Erkeklerin birbirlerinin düşüncelerini sesli biçimde duyabildikleri, kadınsız bir dünyada, Viola adında gizemli bir genç kadının ortaya çıkmasıyla değişen gerçekler… Düşüncelerini saklamakta zorlanan, ortalıkta kafa sesleriyle dolaşan erkeklerin arasında annesiz büyümüş Todd, dünyasına yeni dahil olmuş yabancı kız Viola ile birlikte, kendisine söylenen yalanların sebebini bulacağı soluksuz bir maceraya atılacaktır. Tom Holland ve Daisy Ridley’e eşlik eden isimler, usta aktör Mads Mikkelsen, David Oyelowo, Cynthia Erivo ve Demián Bichir. Yaratıcı isimlere ve oyuncu kadrosuna baktığınızda, ters orantılı bir başarı dikkat çekiyor. Son derece vasat bir film olmuş, künyedeki isimlere bakıp ‘iyi bir yapım’ beklediğiniz ‘Kaos Yürüyüşü’!
Türe ve benzeri öykülere fazladan bir katkı sağlamadan, yeni yetme bir gençlik öyküsünü ortalama dokunuş ve değerlerle perdeye kazandırmış Doug Liman. Bir dolu parlak isim, başta Mikkelsen usta olmak üzere, kariyerlerinden yemişler resmen! En büyük kozu, kadın gücüne ve cesaretine ayrı bir paragraf açıp, güce tapan aslında son derece korkak erkek egemen dünyanın pek iyi bir tarafı olmadığını yeniden anımsatması! Eski ve bildik deyimle, hoşça vakit geçirmek isteyen okul tatilindeki öğrenciler için keyifli olabilir. (2,5 / 5)
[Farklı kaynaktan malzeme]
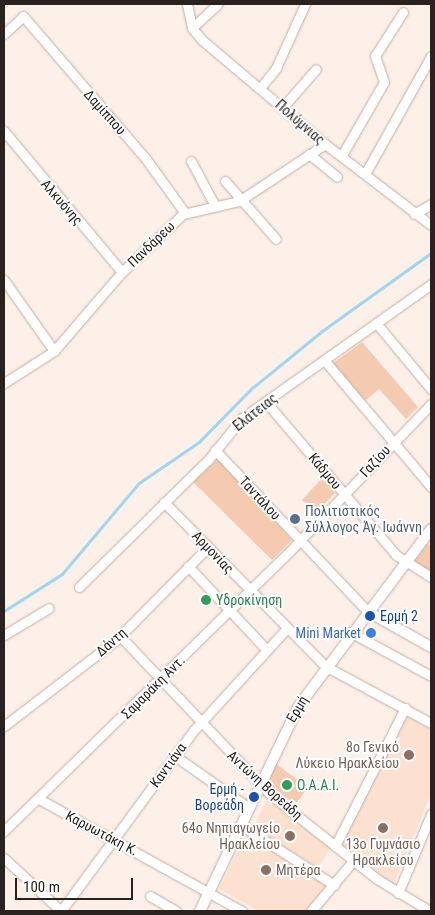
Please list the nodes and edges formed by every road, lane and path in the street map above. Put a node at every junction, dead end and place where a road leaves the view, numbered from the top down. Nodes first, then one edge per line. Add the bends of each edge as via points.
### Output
1 (187, 4) edge
2 (218, 4) edge
3 (305, 4) edge
4 (403, 12) dead end
5 (192, 28) junction
6 (4, 34) edge
7 (431, 56) edge
8 (316, 70) dead end
9 (260, 88) junction
10 (284, 107) junction
11 (4, 131) edge
12 (325, 144) junction
13 (309, 154) junction
14 (342, 155) junction
15 (191, 161) dead end
16 (366, 172) junction
17 (337, 177) dead end
18 (225, 181) dead end
19 (239, 201) junction
20 (431, 204) edge
21 (215, 206) junction
22 (185, 213) junction
23 (414, 214) junction
24 (431, 225) edge
25 (276, 239) dead end
26 (122, 272) junction
27 (4, 280) edge
28 (431, 284) edge
29 (377, 324) junction
30 (54, 351) junction
31 (325, 361) junction
32 (4, 378) edge
33 (17, 378) junction
34 (4, 383) edge
35 (431, 389) edge
36 (266, 402) junction
37 (431, 404) edge
38 (394, 442) junction
39 (215, 450) junction
40 (431, 487) edge
41 (344, 494) junction
42 (164, 502) junction
43 (431, 529) edge
44 (299, 540) junction
45 (427, 543) edge
46 (208, 547) junction
47 (405, 562) junction
48 (188, 566) junction
49 (431, 577) edge
50 (79, 587) dead end
51 (251, 590) junction
52 (49, 608) dead end
53 (230, 610) junction
54 (367, 611) junction
55 (288, 628) junction
56 (350, 632) junction
57 (4, 635) edge
58 (120, 636) junction
59 (431, 647) edge
60 (267, 650) junction
61 (325, 666) junction
62 (431, 676) edge
63 (161, 679) junction
64 (405, 708) junction
65 (201, 723) junction
66 (431, 723) edge
67 (4, 726) edge
68 (175, 756) junction
69 (259, 784) junction
70 (39, 799) junction
71 (249, 808) junction
72 (431, 818) edge
73 (241, 825) junction
74 (4, 831) edge
75 (114, 839) junction
76 (335, 846) junction
77 (4, 858) edge
78 (353, 861) junction
79 (334, 884) junction
80 (210, 890) junction
81 (398, 893) junction
82 (150, 896) dead end
83 (61, 911) edge
84 (176, 911) edge
85 (200, 911) edge
86 (242, 911) edge
87 (311, 911) edge
88 (430, 911) edge

1 - 5 street
2 - 5 street
3 - 9 street via 276,68
4 - 14 street via 375,56 384,82
5 - 9 street, Πολύμνιας
6 - 22 street, Δαμίππου via 20,16 146,159
7 - 16 street
8 - 10 street
9 - 10 street, Πολύμνιας
10 - 12 street, Πολύμνιας
11 - 26 street, Αλκυόνης
12 - 13 street, Πανδάρεω
12 - 14 street, Πολύμνιας
13 - 17 street
13 - 19 street, Πανδάρεω
14 - 16 street, Πολύμνιας
15 - 21 street
16 - 23 street, Πολύμνιας
18 - 19 street
19 - 21 street, Πανδάρεω
19 - 25 street
20 - 23 street
21 - 22 street, Πανδάρεω
22 - 26 street, Πανδάρεω
23 - 24 street, Πολύμνιας
26 - 30 street, Πανδάρεω
27 - 30 street
28 - 29 street, Ελάτειας
29 - 31 street, Ελάτειας
29 - 35 street
30 - 33 street, Πανδάρεω
31 - 36 street, Ελάτειας
31 - 38 street
32 - 33 street
33 - 34 street, Πανδάρεω
36 - 39 street, Ελάτειας via 238,422
36 - 41 street, Κάδμου
37 - 38 street, Γαζίου
38 - 40 street
38 - 41 street, Γαζίου
39 - 42 street, Ελάτειας
39 - 44 street, Ταντάλου
41 - 44 street, Γαζίου
41 - 47 street, Κάδμου
42 - 46 street, Αρμονίας
42 - 50 street, Ελάτειας
43 - 45 street, Ερμή
44 - 51 street, Σαμαράκη Αντ.
44 - 54 street, Ταντάλου
45 - 47 street, Ερμή
46 - 48 street, Δάντη
46 - 51 street, Αρμονίας
47 - 49 street, Κάδμου
47 - 54 street, Ερμή
48 - 53 street
48 - 58 street, Δάντη
51 - 53 street, Σαμαράκη Αντ.
51 - 55 street, Αρμονίας
52 - 57 street
53 - 60 street
53 - 63 street, Σαμαράκη Αντ.
54 - 56 street, Ερμή
54 - 59 street
55 - 60 street, Καντιάνα
55 - 61 street, Αρμονίας
56 - 61 street, Ερμή
56 - 62 street
58 - 63 street, Αντώνη Βορεάδη
58 - 67 street, Δάντη
60 - 65 street, Καντιάνα
61 - 64 street, Αρμονίας
61 - 69 street, Ερμή via 276,746
63 - 65 street, Αντώνη Βορεάδη
63 - 70 street, Σαμαράκη Αντ.
64 - 66 street, Αρμονίας
64 - 76 street
65 - 68 street, Καντιάνα
65 - 69 street, Αντώνη Βορεάδη
68 - 71 street
68 - 75 street, Καντιάνα
69 - 71 street, Ερμή
69 - 76 street, Αντώνη Βορεάδη
70 - 74 street, Σαμαράκη Αντ.
70 - 75 street, Καρυωτάκη Κ.
71 - 73 street, Ερμή
72 - 81 street
73 - 79 street
73 - 80 street, Ερμή
75 - 80 street, Καρυωτάκη Κ.
75 - 83 street, Καντιάνα
76 - 78 street, Αντώνη Βορεάδη
77 - 83 street
78 - 79 street
78 - 81 street, Αντώνη Βορεάδη
79 - 87 street
80 - 85 street, Ερμή
80 - 86 street, Καρυωτάκη Κ.
81 - 88 street, Αντώνη Βορεάδη
82 - 84 street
Haftanın notlarımız arasında yer alamayan filmlerine bakacak olursak…
Özellikle küçük yaştaki izleyiciye seslenen ‘Xiong Chu Mo: Kuang Ye Da Lu / Ayı Kardeşler: Macera Parkı’ adlı Çin yapımı animasyon, sevimli kahramanlarımızın yeni açılan ‘Vahşi Hayat’ isimli macera parkında yaşadıkları serüvenleri anlatıyor.
Haftanın diğer altı yeni filmi ise yerli yapım! Süleyman Mert Özdemir’in yönettiği ‘Anka’ bir aksiyon dram. Çocukluğunda ailesini bir kaza sonucu kaybeden Murat’ın, yıllar içerisinde bir yandan bu travmayla mücadele ederken öte yandan araba yarışlarında ismini duyurmasını konu alıyor. Ozan Akbaba, Deniz Işın ve Uğur Uzunel başlıca rolleri üstleniyorlar.
Altı ay boyunca bir köyde kalmak zorunda kalan bir pop yıldızının köyde başından geçen olayları konu edinen ‘Yıldızlar Da Kayar’ adlı komediyi Günay Günaydın yönetmiş. Cem Kılış ve Ceyda Olguner’e, usta aktör Cezmi Baskın eşlik ediyor. 
Oğuz Yalçın’ın yönettiği, başlıca rollerini Burçin Bildik, Ferdi Sancar ve Orhan Uslu’nun üstlendikleri komedi türündeki ‘Hadi Be!’ arkadaşları Nizo ve Mıstık yüzünden kendisini olmadık işlerin içinde bulan Tevfik’in öyküsü.
‘İlk Temas’ bir bilim insanının yaşadığı dağ evinde başına gelen birtakım esrarengiz olayları konu alıyor. Atilla Barışer’in yazıp yönettiği bilimkurgu gerilimin oyuncu kadrosunda Bekir Annıak, Bedirhan Barşer, Maksut Kesici ve İrem Akçay yer alıyorlar.
Berkay Berkman imzası taşıyan korku türündeki ‘Gelin’, ruhani bir varlıkla birlikte olduğunu söyleyen ve sürekli gelinlik giyen bir kadını araştırmak için kadının bulunduğu köye giden bir ekibin başından geçenleri yansıtıyor perdeye. İrem Kök, Nejla Kondak, Berkay Berkman, Alp Taş ve Dilan Ural oyuncu kadrosunda yer alan isimler.
Nurullah Yenihan ve Pelin Tuğçe Şen’in birlikte yönettikleri animasyon ‘Kaptan Pengu ve Arkadaşları 2’, yine küçük yaştaki izleyiciler için. Kaptan Pengu önderliğindeki grubun iklim değişikliği, doğal afetlerin artışı, kuraklık, doğal bitki örtüsünde olan kayıp, okyanus ve denizlerdeki yaşamı tehdit eden kirlilik gibi büyük sorunlara değinmesi oldukça öğretici ve eğlenceli ele alınıyor.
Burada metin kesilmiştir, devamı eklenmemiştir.